United beat City 4-3 in the Manchester derby. Blackburn beat Burnley 3-2 in the Lancashire equivalent. Now it was time for the west Midlands to have its say, and Wolves vs. Aston Villa had a lot to live up to.
And as Gabriel Agbonlahor was sent free – by a Brad Friedel goal kick caught by the wind – inside the opening two minutes, you could have been forgiven for thinking these two sides would produce another scintillating local encounter. The England striker’s attempt was weak, however, and the rest of the half went by with just two further talking points – neither being a shot on goal. The opening minutes was the most exciting spell of the half, and on three minutes Wolves could, and probably should, have been awarded a penalty as Richard Dunne looked to have tugged back Kevin Doyle, but referee Peter Walton did not give it. Aston Villa had claims of their own on 23 as John Carew went down under Christophe Berra’s lazy challenge. It was not as clear a penalty shout as Doyle’s, and, in truth, a spot-kick would have been harsh. James Milner cleared a weak Doyle effort on the line on 36 as Wolves continued to stifle Villa until the break.

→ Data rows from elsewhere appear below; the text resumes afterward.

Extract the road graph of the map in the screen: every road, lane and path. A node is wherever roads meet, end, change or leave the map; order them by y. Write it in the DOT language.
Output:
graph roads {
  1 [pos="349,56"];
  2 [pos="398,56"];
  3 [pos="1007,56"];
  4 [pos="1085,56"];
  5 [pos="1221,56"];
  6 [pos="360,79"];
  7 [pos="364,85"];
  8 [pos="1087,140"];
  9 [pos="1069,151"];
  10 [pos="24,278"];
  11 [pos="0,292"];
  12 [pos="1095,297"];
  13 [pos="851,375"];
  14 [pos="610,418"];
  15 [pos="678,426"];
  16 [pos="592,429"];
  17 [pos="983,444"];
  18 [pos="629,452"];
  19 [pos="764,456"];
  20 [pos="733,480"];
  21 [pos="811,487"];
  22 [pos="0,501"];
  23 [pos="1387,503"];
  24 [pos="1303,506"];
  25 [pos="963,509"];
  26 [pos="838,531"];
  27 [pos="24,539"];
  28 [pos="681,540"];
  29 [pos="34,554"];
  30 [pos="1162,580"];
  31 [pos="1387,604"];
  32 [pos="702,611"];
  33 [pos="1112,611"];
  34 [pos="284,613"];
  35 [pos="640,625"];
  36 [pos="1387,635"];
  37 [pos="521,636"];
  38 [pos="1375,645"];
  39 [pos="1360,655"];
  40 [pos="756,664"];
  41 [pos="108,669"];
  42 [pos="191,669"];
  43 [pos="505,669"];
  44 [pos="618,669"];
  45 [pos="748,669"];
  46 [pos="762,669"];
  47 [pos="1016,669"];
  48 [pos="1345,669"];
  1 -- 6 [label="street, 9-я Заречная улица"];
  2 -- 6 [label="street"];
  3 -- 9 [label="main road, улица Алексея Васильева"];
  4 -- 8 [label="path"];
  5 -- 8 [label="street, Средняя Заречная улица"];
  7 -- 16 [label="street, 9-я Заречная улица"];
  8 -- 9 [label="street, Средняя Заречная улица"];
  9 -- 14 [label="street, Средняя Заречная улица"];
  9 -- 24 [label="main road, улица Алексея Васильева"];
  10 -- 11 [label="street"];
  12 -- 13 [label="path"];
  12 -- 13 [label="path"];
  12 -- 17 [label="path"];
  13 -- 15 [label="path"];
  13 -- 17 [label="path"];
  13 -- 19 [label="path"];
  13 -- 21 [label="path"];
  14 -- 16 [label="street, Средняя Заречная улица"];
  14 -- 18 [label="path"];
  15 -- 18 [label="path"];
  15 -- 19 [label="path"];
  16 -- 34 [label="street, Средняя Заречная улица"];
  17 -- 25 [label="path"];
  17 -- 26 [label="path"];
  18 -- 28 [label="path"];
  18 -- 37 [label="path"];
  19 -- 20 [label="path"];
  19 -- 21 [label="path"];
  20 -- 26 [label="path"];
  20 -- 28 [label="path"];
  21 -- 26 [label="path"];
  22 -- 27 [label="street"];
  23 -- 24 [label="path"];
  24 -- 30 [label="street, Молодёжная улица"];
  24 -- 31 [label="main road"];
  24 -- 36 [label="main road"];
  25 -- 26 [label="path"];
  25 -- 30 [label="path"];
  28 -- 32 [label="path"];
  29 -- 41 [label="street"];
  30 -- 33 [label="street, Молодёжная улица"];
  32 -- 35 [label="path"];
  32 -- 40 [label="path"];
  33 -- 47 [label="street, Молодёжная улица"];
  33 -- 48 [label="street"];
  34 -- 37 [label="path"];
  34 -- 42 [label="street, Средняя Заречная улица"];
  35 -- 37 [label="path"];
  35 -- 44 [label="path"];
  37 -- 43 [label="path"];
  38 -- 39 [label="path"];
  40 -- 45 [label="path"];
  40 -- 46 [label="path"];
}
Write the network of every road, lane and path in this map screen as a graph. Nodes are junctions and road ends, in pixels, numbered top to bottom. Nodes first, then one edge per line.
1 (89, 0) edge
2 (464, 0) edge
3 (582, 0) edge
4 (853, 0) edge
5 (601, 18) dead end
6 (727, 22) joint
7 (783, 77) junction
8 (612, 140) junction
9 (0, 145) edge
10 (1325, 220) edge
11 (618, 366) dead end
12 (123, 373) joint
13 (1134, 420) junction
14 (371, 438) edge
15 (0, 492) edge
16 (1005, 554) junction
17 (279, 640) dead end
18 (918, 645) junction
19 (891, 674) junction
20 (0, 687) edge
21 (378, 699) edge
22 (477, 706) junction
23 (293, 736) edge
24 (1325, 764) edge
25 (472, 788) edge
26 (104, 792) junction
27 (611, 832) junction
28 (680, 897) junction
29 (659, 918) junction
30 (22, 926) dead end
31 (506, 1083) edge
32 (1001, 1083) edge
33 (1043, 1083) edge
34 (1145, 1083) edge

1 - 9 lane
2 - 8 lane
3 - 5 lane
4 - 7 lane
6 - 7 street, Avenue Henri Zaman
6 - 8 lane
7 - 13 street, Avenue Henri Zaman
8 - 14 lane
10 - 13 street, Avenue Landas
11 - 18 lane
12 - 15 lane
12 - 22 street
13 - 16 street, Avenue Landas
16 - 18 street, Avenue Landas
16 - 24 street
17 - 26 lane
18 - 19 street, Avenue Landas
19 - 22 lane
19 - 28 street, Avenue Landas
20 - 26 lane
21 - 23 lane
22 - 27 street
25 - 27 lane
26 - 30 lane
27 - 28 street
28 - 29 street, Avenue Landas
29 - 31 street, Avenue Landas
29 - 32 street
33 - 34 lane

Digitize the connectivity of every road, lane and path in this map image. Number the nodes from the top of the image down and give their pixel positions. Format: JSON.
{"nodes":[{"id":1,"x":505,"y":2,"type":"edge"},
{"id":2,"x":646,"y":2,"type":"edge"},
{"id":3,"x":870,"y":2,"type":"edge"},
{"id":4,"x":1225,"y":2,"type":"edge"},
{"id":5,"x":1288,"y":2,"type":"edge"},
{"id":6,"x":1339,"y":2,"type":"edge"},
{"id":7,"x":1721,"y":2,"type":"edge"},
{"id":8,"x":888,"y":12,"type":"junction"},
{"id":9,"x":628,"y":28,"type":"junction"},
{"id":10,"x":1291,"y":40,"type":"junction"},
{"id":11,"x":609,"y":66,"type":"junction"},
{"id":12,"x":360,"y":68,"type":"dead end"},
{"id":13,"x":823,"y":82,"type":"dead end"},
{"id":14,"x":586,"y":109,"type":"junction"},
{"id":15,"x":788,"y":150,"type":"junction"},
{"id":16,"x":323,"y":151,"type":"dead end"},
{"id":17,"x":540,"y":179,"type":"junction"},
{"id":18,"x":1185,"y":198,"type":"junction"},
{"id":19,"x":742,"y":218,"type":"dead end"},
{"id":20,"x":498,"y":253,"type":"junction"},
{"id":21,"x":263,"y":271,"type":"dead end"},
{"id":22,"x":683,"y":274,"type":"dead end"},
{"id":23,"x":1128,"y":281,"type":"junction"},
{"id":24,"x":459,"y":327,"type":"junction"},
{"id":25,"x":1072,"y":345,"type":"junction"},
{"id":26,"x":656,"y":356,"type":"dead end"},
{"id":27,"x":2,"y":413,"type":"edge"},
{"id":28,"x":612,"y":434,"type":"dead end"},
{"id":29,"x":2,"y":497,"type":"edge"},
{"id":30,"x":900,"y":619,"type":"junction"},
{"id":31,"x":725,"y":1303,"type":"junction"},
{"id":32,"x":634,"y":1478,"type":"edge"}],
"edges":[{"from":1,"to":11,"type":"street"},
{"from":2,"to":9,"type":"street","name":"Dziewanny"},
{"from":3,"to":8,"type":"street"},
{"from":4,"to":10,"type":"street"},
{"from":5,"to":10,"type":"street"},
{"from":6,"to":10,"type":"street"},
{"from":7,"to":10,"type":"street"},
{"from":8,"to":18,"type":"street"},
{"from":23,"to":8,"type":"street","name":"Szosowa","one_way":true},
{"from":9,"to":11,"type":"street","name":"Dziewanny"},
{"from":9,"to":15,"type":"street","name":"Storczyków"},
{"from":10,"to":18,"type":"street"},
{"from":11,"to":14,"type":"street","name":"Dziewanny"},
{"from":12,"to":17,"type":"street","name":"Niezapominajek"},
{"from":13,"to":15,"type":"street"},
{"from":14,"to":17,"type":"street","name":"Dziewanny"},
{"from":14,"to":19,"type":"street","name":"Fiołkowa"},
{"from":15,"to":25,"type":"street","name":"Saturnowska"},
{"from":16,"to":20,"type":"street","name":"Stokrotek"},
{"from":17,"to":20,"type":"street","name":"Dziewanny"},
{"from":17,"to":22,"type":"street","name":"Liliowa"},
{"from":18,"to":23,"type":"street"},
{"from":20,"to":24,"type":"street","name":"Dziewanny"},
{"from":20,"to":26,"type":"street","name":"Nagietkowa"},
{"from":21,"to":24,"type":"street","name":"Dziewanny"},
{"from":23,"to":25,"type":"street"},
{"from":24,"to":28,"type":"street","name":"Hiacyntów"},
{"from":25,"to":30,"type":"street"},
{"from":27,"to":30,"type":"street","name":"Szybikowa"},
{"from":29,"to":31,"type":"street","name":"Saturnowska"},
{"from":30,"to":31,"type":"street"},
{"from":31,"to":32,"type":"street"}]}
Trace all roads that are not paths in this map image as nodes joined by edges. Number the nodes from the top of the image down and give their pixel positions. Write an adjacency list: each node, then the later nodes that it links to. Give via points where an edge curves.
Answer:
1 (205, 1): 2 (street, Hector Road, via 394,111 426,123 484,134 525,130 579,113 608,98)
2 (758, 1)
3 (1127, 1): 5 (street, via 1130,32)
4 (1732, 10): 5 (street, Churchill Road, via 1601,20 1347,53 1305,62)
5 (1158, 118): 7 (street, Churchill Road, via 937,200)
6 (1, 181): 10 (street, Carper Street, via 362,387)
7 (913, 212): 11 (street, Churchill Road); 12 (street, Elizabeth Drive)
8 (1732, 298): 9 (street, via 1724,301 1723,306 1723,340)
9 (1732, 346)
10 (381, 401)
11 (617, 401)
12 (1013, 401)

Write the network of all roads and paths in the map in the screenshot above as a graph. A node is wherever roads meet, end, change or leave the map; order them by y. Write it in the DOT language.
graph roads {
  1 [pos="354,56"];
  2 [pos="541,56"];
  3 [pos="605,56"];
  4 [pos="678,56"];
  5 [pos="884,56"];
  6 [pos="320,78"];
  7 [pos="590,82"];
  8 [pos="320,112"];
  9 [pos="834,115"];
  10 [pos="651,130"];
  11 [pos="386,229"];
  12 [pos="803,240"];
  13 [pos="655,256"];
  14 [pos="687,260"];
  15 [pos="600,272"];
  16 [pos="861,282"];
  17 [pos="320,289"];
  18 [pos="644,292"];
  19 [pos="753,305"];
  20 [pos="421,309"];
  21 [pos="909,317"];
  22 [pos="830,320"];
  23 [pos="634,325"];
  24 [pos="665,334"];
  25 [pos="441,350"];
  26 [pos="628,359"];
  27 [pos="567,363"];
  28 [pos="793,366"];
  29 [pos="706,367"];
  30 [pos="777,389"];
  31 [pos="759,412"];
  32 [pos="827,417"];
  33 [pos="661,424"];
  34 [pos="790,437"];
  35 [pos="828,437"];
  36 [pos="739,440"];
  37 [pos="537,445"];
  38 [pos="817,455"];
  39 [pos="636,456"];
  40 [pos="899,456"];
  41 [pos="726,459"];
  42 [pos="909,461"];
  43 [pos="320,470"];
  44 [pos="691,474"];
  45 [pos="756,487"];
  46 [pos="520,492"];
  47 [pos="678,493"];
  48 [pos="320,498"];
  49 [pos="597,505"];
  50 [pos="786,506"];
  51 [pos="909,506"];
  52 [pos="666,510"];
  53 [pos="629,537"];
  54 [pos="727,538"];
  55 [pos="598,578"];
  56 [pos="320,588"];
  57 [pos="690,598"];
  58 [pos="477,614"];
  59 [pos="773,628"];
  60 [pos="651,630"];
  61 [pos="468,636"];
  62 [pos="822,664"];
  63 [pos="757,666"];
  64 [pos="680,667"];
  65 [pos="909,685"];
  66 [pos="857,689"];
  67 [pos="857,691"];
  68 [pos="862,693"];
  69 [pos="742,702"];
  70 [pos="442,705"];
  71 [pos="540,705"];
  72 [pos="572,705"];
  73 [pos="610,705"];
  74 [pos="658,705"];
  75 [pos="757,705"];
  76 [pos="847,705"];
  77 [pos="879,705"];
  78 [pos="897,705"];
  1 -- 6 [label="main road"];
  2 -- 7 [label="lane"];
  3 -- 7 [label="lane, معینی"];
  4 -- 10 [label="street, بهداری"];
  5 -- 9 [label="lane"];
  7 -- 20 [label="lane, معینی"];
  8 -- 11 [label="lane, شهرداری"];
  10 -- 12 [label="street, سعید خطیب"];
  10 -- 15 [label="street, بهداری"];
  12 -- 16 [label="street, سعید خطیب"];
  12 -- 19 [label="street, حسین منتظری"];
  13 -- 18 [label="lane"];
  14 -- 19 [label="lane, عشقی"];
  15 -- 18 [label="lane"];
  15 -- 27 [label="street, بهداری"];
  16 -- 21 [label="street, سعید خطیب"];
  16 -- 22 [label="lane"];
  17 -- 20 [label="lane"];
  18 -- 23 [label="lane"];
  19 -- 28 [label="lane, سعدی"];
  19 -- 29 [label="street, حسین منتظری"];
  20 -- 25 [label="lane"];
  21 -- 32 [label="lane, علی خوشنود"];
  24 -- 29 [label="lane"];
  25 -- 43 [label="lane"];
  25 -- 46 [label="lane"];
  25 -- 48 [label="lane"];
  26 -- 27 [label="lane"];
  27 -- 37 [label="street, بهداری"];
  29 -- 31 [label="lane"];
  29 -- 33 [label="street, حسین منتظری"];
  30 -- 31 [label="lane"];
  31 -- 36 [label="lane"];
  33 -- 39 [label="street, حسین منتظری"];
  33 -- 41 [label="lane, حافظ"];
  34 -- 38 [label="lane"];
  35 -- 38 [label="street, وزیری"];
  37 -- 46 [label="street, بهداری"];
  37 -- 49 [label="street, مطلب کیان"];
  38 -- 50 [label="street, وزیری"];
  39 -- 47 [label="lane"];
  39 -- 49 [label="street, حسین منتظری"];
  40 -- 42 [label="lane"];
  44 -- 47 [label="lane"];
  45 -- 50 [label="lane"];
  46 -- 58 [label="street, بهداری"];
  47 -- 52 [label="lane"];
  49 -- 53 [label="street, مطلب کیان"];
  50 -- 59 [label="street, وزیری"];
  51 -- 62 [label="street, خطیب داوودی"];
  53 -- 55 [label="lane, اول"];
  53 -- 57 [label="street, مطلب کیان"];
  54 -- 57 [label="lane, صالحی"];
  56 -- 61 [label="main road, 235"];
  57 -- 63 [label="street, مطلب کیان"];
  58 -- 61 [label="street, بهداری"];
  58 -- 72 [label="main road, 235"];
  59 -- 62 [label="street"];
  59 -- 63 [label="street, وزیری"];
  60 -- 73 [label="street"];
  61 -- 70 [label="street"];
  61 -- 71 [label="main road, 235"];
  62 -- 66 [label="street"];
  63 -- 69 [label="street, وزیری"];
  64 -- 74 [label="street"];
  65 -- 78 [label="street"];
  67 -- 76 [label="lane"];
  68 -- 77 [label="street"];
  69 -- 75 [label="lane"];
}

A scrappy first 15 minutes of the second half was underlined by three bookings as the players remembered they were involved in a derby match. There was even the unmistakable battle sign of a head bandage – sported by Wolves’ Jody Craddock. That, of course, is only half the reason derbies are loved. The other half – quality football and moments of magic – were found badly wanting until, on 80, Agbonlahor finished off the best move of the match to break the deadlock. Wolves finally got their penalty on 83 as Steve Sidwell fouled Michael Kightly, which Sylvan Ebanks-Blake put away with style. Despite some late Wolves pressure, the game ended 1-1. A fair result, but perhaps 0-0 would have been more justified.
Martin O’Neill: “Considering the performances we put in against Manchester City and Chelsea, it [the first half] was a bit of a disappointment. We improved significantly in the second half – which was not that difficult. It is a penalty – the correct decision was made.”
Mick McCarthy: “The one in the first half was a penalty, stonewall – but at least the referee has given us the second one. Having gone one down, it was a great reaction from us to get back into the game and get a point out of it.”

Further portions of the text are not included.